The project leads are Parveen Ali (Professor in Health Sciences) and Michaela Rogers (Senior Lecturer in Social Work), both of the University of Sheffield. They are supported by postgraduate intern, Moninuola Ifayomi. 

Michaela Rogers, Senior Lecturer in Social Work (University of Sheffield), Project Co-Lead

(There’s a podcast episode with Parveen here: it’s Episode 16 of the superb podcast series ‘Talking Research’, where Asmita Sood interviews academics across many disciplines who all research sexual violence. Parveen discusses gender-based violence and health inequalities, with particular focus on marginalised women.)

Parveen Ali, Professor of Nursing and Midwifery (University of Sheffield), Project Co-Lead

Given that DVA has many layers and contributory factors that intersect cultural, religious, gender and ethnic boundaries, solutions, too, need to be multifaceted. Hence, alongside Parveen and Michaela, other researchers involved in the project come from a diverse range of disciplines: Criminology and Criminal Justice, Social Policy and Social Work, Urban Studies and Planning, International Development, Management, Geography, Law, and Sociology. Emma Tomalin (one of our 2018 activists) and co-director Johanna Stiebert are contributing expertise from the area of religious studies. 
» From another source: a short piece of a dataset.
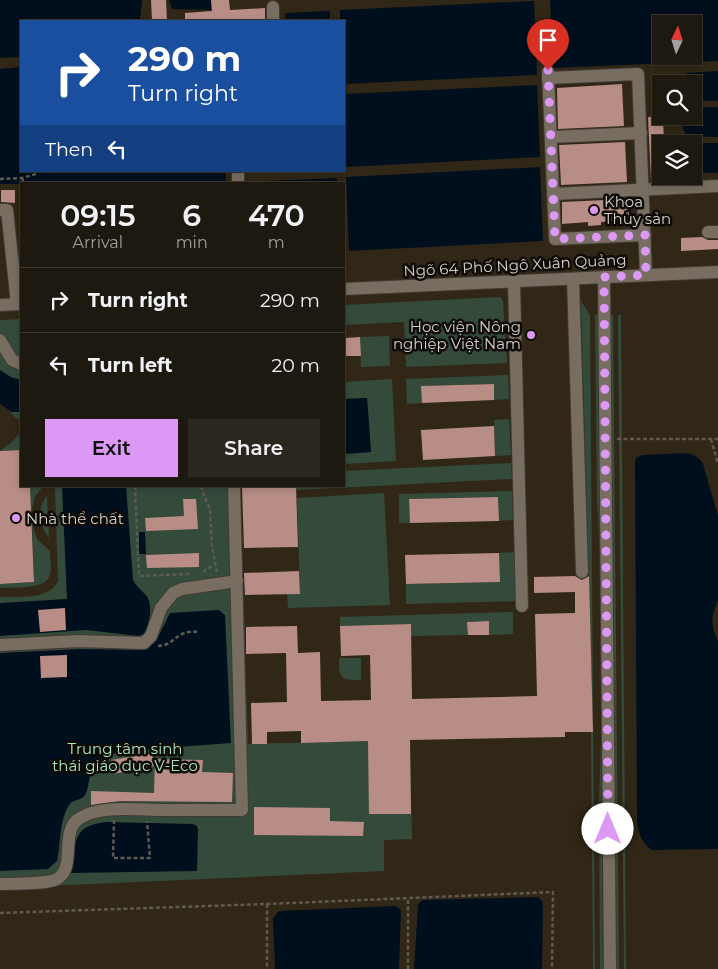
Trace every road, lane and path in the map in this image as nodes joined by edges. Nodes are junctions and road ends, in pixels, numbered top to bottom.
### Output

The collective working on this project will focus initially on two topics: first, the methodological complexities of addressing DVA alongside or within faith communities; and second, how to assist interpreters supporting victims of DVA. The aims of this are to highlight DVA experiences in marginalised communities, and to facilitate support through the exchange of knowledge and identification of gaps in current policy, practice, and research.

The collaboration has got off to an energetic start. We are motivated by our common purpose. DVA is a distressing social problem on a vast scale, but it has been fabulous to learn more from the other participants about other factors, reasons for and consequences of DVA, as well as to feel we are working towards something meaningful.

Great things can happen when good people work together – and that is worth celebrating.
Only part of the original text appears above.